Cad Wilson
Cad Wilson was a vaudeville entertainer on the American stage from before 1893 when she performed at the Orpheum in San Francisco. In 1894, she was the feature act at the Vienna Buffet in Los Angeles. She was not known to have a great figure, or voice, but she had hypnotic stage presence and a very elaborate wardrobe.1)
Cad travelled north in September 1898 with her agent Robert Blei.2) They arrived in Dawson on the steamer Ora.3) It was one of the last boats to come downriver from Whitehorse. Blei had managed professional theatres in Chicago, Portland and Seattle. He and Joe Cooper bought the Dawson Combination Music Hall at the end of September and renamed it the Tivoli.4) Cad entertained at the Monte Carlo [Tivoli?] and her theme song, “Such a Nice Girl, Too,” received “ecstasies of applause.”5) A number of her songs were popular already, but Cad made them memorable.6)
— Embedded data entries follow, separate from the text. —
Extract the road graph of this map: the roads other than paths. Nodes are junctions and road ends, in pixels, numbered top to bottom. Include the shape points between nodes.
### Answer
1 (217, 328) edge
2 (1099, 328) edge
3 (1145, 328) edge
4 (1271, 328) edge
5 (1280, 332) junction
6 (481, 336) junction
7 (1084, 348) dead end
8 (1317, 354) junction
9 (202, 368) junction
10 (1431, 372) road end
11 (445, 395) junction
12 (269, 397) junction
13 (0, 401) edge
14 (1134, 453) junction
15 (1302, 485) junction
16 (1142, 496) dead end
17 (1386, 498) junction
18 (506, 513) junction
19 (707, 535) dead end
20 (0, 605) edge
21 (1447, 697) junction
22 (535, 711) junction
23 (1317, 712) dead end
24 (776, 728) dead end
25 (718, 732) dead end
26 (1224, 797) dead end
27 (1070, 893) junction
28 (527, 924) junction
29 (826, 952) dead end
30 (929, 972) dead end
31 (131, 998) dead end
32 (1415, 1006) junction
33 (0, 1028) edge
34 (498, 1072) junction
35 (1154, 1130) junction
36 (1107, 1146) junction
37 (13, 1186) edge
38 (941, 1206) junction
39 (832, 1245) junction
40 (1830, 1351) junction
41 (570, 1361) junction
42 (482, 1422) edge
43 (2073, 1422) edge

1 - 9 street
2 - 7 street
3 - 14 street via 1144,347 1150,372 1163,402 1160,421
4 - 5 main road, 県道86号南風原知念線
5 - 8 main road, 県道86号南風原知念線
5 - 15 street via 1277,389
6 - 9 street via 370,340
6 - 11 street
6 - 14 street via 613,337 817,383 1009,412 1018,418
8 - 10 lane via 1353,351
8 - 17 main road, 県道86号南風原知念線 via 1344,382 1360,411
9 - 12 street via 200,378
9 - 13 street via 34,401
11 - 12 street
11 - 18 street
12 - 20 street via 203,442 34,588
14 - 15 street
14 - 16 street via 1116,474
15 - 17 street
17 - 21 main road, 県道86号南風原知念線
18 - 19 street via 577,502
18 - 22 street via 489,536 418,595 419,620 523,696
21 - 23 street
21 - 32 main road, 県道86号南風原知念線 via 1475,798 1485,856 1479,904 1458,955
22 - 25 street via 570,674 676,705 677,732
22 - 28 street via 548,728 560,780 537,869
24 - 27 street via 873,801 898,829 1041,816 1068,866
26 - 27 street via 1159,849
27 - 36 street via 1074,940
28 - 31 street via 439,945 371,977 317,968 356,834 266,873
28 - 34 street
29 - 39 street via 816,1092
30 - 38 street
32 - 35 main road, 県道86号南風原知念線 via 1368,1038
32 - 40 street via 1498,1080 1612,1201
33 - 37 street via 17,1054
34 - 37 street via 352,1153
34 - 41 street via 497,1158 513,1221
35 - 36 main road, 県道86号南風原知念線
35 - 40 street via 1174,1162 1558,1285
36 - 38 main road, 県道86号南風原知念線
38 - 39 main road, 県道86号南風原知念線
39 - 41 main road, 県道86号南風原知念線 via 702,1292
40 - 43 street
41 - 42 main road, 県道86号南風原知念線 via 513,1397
Cad Wilson left Dawson in August 1899 after Robert Blei’s theatre burned down. She was the best paid act in Dawson.7) She was only in Dawson for one season and left town with a reported $26,000. One time she persuaded a man known as the Sawdust King to spend $1,740 on champagne and received a healthy commission.8) The Eldorado miners gave her a nugget-encrusted belt that she could wrap around her waist one and a half times. She placed the belt on display in San Francisco after leaving the Klondike.9) Old-timer Al Loblay remembers that the belt was made of $20 gold pieces.10)
Wilson performed in San Francisco in the fall of 1899 and went to Nome the following year to play at the Standard Theatre. She is not in the papers after that until 1908 when she and ten other women are named in a San Francisco divorce case.11)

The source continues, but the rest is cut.